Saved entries
──────
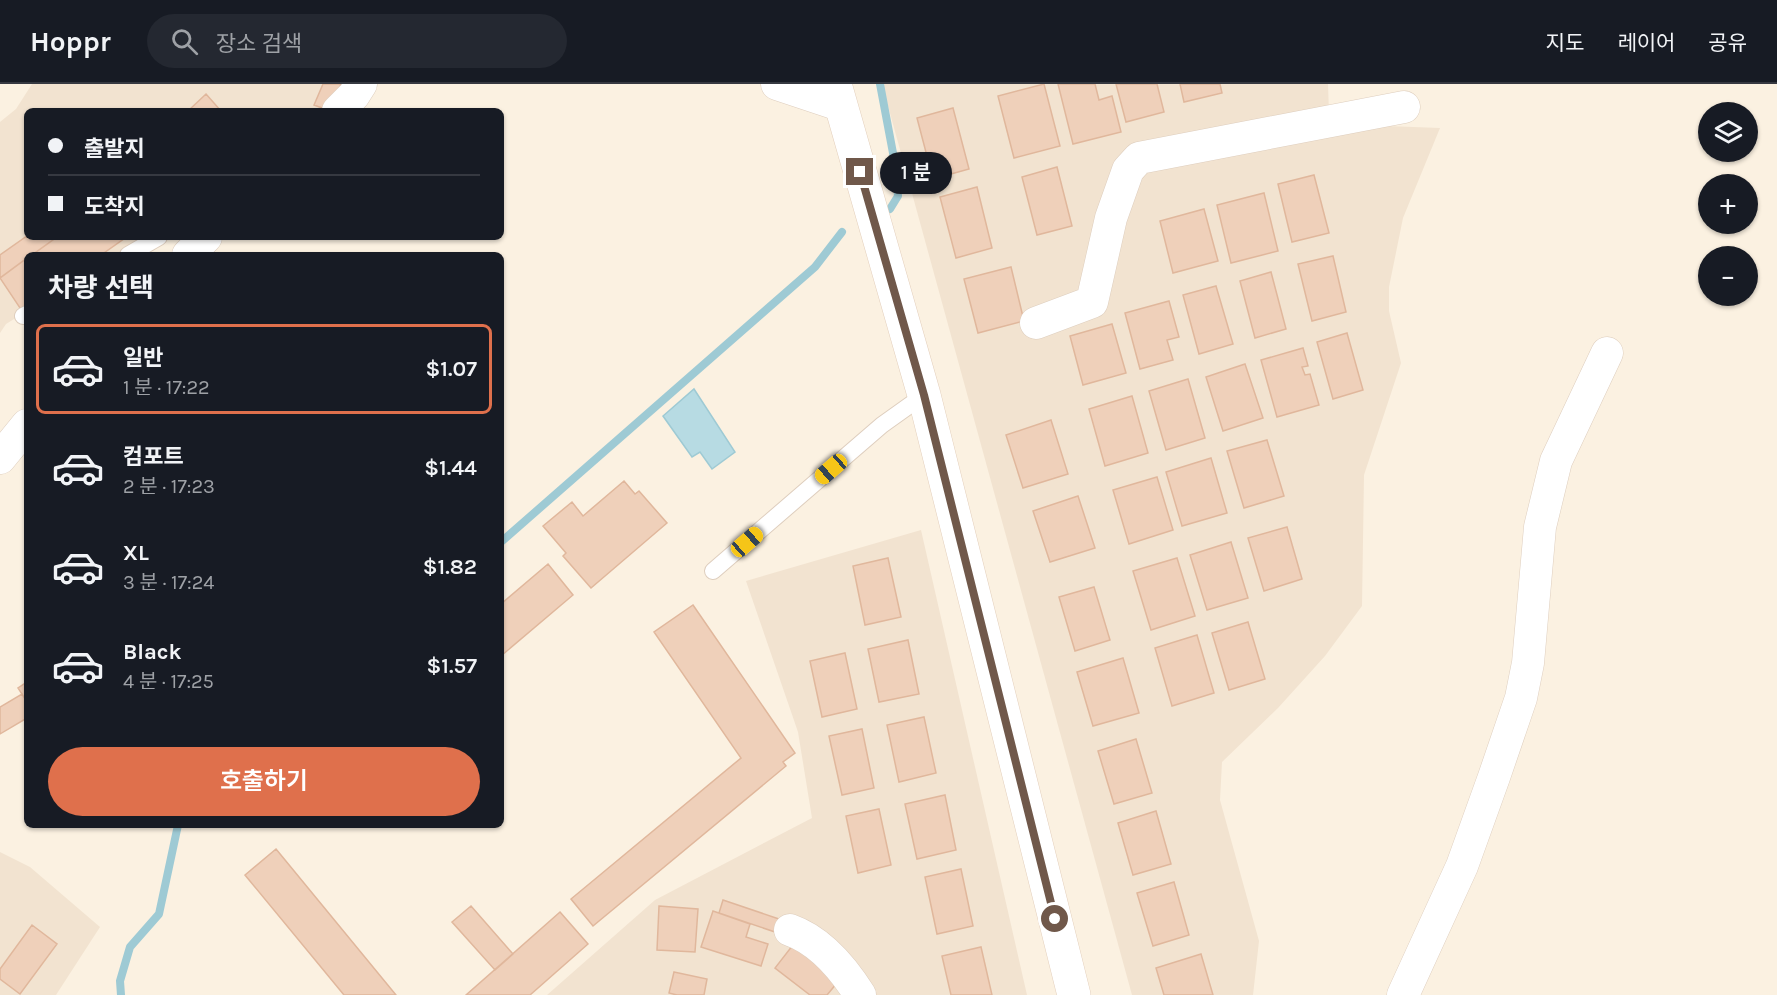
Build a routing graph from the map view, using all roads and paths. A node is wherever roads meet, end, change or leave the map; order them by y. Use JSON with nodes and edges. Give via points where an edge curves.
{"nodes":[{"id":1,"x":361,"y":84,"type":"edge"},
{"id":2,"x":777,"y":84,"type":"edge"},
{"id":3,"x":838,"y":94,"type":"edge"},
{"id":4,"x":1404,"y":107,"type":"dead end"},
{"id":5,"x":341,"y":108,"type":"edge"},
{"id":6,"x":154,"y":240,"type":"edge"},
{"id":7,"x":203,"y":240,"type":"edge"},
{"id":8,"x":133,"y":252,"type":"edge"},
{"id":9,"x":191,"y":252,"type":"edge"},
{"id":10,"x":1036,"y":322,"type":"dead end"},
{"id":11,"x":1607,"y":353,"type":"dead end"},
{"id":12,"x":924,"y":395,"type":"junction"},
{"id":13,"x":24,"y":429,"type":"edge"},
{"id":14,"x":0,"y":458,"type":"edge"},
{"id":15,"x":713,"y":572,"type":"dead end"},
{"id":16,"x":790,"y":930,"type":"dead end"},
{"id":17,"x":860,"y":995,"type":"edge"},
{"id":18,"x":1074,"y":995,"type":"edge"},
{"id":19,"x":1403,"y":995,"type":"edge"}],
"edges":[{"from":1,"to":5,"type":"street"},
{"from":2,"to":3,"type":"street"},
{"from":3,"to":12,"type":"street"},
{"from":4,"to":10,"type":"street","via":[[1139,158],[1128,170],[1111,218],[1092,302]]},
{"from":6,"to":8,"type":"lane"},
{"from":7,"to":9,"type":"street"},
{"from":11,"to":19,"type":"street","via":[[1556,461],[1540,527],[1528,663],[1521,698],[1462,866]]},
{"from":12,"to":15,"type":"lane","via":[[882,424]]},
{"from":12,"to":18,"type":"street"},
{"from":13,"to":14,"type":"street"},
{"from":16,"to":17,"type":"street","via":[[805,936],[833,959]]}]}
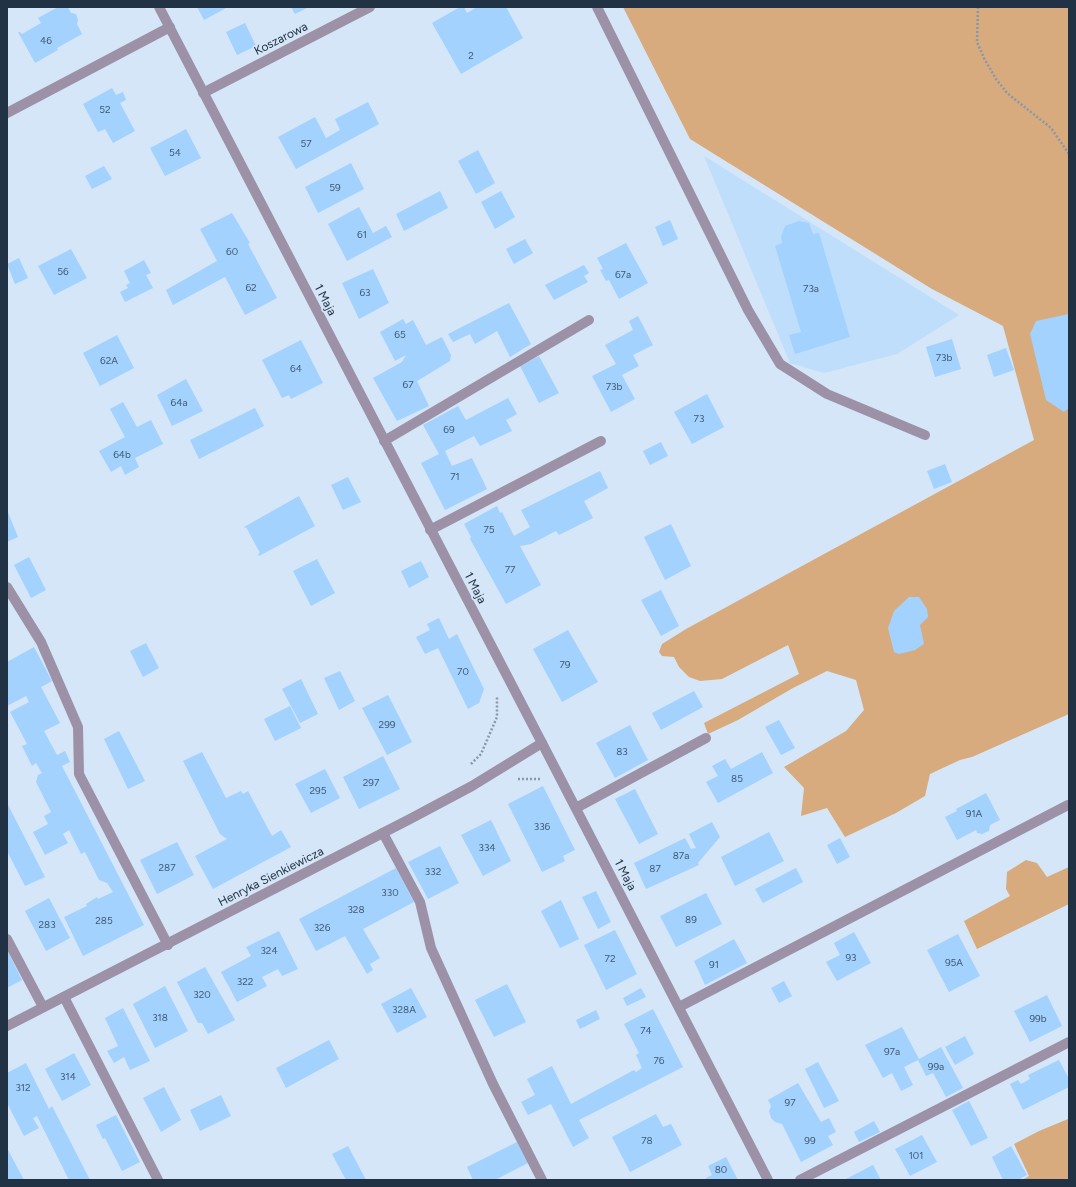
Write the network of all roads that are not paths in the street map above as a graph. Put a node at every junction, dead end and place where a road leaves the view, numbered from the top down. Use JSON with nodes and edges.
──────
### TASK ITEM:
Every line of the records above should be reproduced exactly, with no pictures included.

### ANSWER SPACE:
Build a routing graph from the map view, using all roads and paths. A node is wherever roads meet, end, change or leave the map; order them by y. Use JSON with nodes and edges. Give via points where an edge curves.
{"nodes":[{"id":1,"x":361,"y":84,"type":"edge"},
{"id":2,"x":777,"y":84,"type":"edge"},
{"id":3,"x":838,"y":94,"type":"edge"},
{"id":4,"x":1404,"y":107,"type":"dead end"},
{"id":5,"x":341,"y":108,"type":"edge"},
{"id":6,"x":154,"y":240,"type":"edge"},
{"id":7,"x":203,"y":240,"type":"edge"},
{"id":8,"x":133,"y":252,"type":"edge"},
{"id":9,"x":191,"y":252,"type":"edge"},
{"id":10,"x":1036,"y":322,"type":"dead end"},
{"id":11,"x":1607,"y":353,"type":"dead end"},
{"id":12,"x":924,"y":395,"type":"junction"},
{"id":13,"x":24,"y":429,"type":"edge"},
{"id":14,"x":0,"y":458,"type":"edge"},
{"id":15,"x":713,"y":572,"type":"dead end"},
{"id":16,"x":790,"y":930,"type":"dead end"},
{"id":17,"x":860,"y":995,"type":"edge"},
{"id":18,"x":1074,"y":995,"type":"edge"},
{"id":19,"x":1403,"y":995,"type":"edge"}],
"edges":[{"from":1,"to":5,"type":"street"},
{"from":2,"to":3,"type":"street"},
{"from":3,"to":12,"type":"street"},
{"from":4,"to":10,"type":"street","via":[[1139,158],[1128,170],[1111,218],[1092,302]]},
{"from":6,"to":8,"type":"lane"},
{"from":7,"to":9,"type":"street"},
{"from":11,"to":19,"type":"street","via":[[1556,461],[1540,527],[1528,663],[1521,698],[1462,866]]},
{"from":12,"to":15,"type":"lane","via":[[882,424]]},
{"from":12,"to":18,"type":"street"},
{"from":13,"to":14,"type":"street"},
{"from":16,"to":17,"type":"street","via":[[805,936],[833,959]]}]}
Write the network of all roads that are not paths in the street map above as a graph. Put a node at every junction, dead end and place where a road leaves the view, numbered from the top down. Use JSON with nodes and edges.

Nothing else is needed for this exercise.